EXERCISE REQUIREMENTS >>
Given the entries that follow, write out exactly the lines starting at the one containing "middle mcp: (656, 715)" and ending at the one containing "wrist: (1346, 991)", both ends included, and only those.

RAW DATA >>
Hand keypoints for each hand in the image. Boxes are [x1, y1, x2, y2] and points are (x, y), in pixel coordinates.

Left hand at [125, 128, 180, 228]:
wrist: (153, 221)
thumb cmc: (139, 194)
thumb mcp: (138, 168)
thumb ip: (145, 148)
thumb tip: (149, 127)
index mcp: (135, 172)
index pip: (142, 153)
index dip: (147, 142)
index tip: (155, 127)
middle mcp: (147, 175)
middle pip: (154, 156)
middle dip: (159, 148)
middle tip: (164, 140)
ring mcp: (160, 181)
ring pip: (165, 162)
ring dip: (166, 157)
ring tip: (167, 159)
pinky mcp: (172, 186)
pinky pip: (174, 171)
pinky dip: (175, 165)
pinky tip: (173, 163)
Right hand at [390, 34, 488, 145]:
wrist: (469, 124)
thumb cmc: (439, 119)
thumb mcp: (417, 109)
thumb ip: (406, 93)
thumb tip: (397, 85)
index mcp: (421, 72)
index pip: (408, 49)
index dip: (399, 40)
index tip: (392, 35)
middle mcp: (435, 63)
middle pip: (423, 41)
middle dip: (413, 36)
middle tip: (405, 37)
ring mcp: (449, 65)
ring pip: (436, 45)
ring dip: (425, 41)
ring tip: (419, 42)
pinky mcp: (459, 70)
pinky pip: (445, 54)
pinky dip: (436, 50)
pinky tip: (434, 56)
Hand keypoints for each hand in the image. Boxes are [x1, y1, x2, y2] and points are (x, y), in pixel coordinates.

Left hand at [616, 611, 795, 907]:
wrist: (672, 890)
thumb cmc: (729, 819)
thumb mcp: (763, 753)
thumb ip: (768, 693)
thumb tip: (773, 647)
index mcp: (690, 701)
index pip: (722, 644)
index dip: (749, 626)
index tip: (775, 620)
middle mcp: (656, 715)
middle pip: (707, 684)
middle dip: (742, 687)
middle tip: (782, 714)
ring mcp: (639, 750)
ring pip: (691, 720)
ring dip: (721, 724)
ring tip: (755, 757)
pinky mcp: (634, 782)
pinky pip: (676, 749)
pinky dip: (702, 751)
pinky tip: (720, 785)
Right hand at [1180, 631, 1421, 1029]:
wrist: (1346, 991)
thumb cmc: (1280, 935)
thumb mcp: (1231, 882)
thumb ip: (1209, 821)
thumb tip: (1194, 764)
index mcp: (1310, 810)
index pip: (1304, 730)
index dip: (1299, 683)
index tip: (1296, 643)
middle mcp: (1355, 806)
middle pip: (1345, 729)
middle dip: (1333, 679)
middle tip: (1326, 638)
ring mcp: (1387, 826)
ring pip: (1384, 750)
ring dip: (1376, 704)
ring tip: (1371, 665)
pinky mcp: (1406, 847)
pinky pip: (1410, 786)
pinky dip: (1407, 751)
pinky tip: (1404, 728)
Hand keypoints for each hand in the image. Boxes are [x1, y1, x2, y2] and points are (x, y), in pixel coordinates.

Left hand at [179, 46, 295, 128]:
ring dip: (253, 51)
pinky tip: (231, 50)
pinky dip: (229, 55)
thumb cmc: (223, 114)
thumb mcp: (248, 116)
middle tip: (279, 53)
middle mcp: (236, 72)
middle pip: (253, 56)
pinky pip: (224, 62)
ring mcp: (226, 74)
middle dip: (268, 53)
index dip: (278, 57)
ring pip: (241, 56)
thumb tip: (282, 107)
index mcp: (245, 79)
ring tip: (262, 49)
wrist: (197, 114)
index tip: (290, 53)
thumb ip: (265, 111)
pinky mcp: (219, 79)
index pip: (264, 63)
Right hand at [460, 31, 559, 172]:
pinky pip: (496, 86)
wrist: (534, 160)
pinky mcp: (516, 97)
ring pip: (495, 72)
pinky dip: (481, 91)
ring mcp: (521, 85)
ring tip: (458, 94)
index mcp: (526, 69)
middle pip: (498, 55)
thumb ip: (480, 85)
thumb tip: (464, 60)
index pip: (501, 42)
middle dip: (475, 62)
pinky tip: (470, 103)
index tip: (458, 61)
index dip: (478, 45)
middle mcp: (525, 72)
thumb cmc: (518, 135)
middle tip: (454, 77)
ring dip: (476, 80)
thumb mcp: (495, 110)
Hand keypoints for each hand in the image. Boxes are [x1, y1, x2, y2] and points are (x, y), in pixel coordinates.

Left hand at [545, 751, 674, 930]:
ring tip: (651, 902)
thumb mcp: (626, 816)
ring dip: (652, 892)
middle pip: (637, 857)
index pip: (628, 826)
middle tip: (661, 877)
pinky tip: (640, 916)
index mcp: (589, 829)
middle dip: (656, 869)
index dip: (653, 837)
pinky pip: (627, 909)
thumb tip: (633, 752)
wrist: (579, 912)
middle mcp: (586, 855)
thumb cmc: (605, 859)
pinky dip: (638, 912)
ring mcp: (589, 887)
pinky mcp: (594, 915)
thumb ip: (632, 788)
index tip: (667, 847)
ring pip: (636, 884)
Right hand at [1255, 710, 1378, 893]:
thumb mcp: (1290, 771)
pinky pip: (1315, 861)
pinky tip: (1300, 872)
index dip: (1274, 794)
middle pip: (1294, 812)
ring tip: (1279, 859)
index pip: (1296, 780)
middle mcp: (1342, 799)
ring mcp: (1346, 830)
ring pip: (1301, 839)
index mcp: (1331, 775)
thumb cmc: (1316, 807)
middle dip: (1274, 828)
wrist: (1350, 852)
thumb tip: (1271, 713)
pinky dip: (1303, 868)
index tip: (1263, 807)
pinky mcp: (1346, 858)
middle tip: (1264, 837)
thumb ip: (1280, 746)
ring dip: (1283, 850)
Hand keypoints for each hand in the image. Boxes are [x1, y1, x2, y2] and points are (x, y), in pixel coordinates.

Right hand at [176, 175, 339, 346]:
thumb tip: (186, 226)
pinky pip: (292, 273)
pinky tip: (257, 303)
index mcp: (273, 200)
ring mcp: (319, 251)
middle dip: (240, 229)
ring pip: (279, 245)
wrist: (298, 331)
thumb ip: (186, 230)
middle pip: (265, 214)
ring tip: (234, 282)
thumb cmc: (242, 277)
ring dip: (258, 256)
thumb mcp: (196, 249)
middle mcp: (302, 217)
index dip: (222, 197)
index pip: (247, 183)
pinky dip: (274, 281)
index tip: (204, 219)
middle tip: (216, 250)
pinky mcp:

WRITTEN RESPONSE >>
middle mcp: (656, 715)
middle pip: (707, 684)
middle dip: (742, 687)
middle tip: (782, 714)
ring mcp: (639, 750)
ring pip: (691, 720)
ring dip: (721, 724)
ring tip: (755, 757)
pinky mcp: (634, 782)
pinky pip: (676, 749)
pinky dip: (702, 751)
pinky tip: (720, 785)
Right hand at [1180, 631, 1421, 1029]:
wrist: (1346, 991)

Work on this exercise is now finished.